AI Vendor Fiduciary Scorecard
Playbook #008: AI Vendor Fiduciary Scorecard
Executive Brief
You are only as stable as your API provider. Most organizations treat AI vendors like standard SaaS, ignoring that an AI provider can 'deprecate' the logic of your business overnight by changing a model version. This playbook establishes a 'Fiduciary Scorecard' to vet vendors on financial runway, data indemnity, and model sovereignty to prevent platform collapse or silent logic degradation.
Questions to Consider
- “Can we 'lock' or 'pin' our model version to prevent a silent update from breaking our compliance reasoning or workflow accuracy?”
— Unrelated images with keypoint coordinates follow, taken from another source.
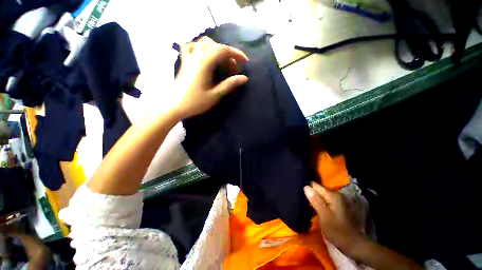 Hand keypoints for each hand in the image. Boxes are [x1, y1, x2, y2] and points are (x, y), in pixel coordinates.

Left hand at [173, 36, 248, 118]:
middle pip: (216, 46)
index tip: (245, 62)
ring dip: (216, 49)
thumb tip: (244, 78)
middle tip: (233, 69)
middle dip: (228, 55)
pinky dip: (200, 47)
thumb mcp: (215, 95)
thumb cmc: (195, 102)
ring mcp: (189, 57)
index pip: (223, 50)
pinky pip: (191, 47)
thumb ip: (229, 84)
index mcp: (204, 63)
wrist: (175, 105)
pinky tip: (204, 55)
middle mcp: (196, 55)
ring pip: (204, 43)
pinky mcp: (185, 62)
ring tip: (221, 62)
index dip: (237, 54)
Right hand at [304, 182, 366, 254]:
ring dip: (314, 198)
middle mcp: (336, 196)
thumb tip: (306, 186)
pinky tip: (314, 206)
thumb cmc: (338, 231)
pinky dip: (319, 202)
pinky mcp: (338, 208)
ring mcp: (338, 202)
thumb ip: (315, 200)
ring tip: (304, 199)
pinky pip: (325, 201)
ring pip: (322, 196)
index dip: (307, 187)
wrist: (353, 245)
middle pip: (319, 190)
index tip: (298, 189)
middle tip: (299, 195)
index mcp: (333, 196)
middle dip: (310, 192)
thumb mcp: (324, 215)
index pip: (316, 185)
- “What is the vendor's actual cash runway? If this AI startup goes bankrupt in the next 12 months, do we have an immediate porting plan?”
- “Does the vendor contract explicitly indemnify us against IP theft, copyright infringement, or hallucinated defamation originating from their training data?”
- “Are we using a 'Zero-Retention' tier, or is our proprietary enterprise data being used to 'improve' the vendor's future models?”
Expected Excuses
- "Major providers like Google, Microsoft, or OpenAI do not negotiate their standard API Terms of Service." — Rebuttal: We are not negotiating the API; we are choosing the Tier. We will only authorize 'Enterprise' or 'Sovereign' tiers that offer Zero-Retention and Model Pinning. If they don't offer it, we use a different vendor. The board does not accept 'standard' consumer-grade risk.
- "The cost of 'Model Pinning' or private instances is significantly higher than using the latest dynamic version." — Rebuttal: The cost of 'Model Pinning' is an insurance premium against systemic logic break. If a model update drops our accuracy by 5%, the cost to the P&L far exceeds the API premium. We pay for stability, not just tokens.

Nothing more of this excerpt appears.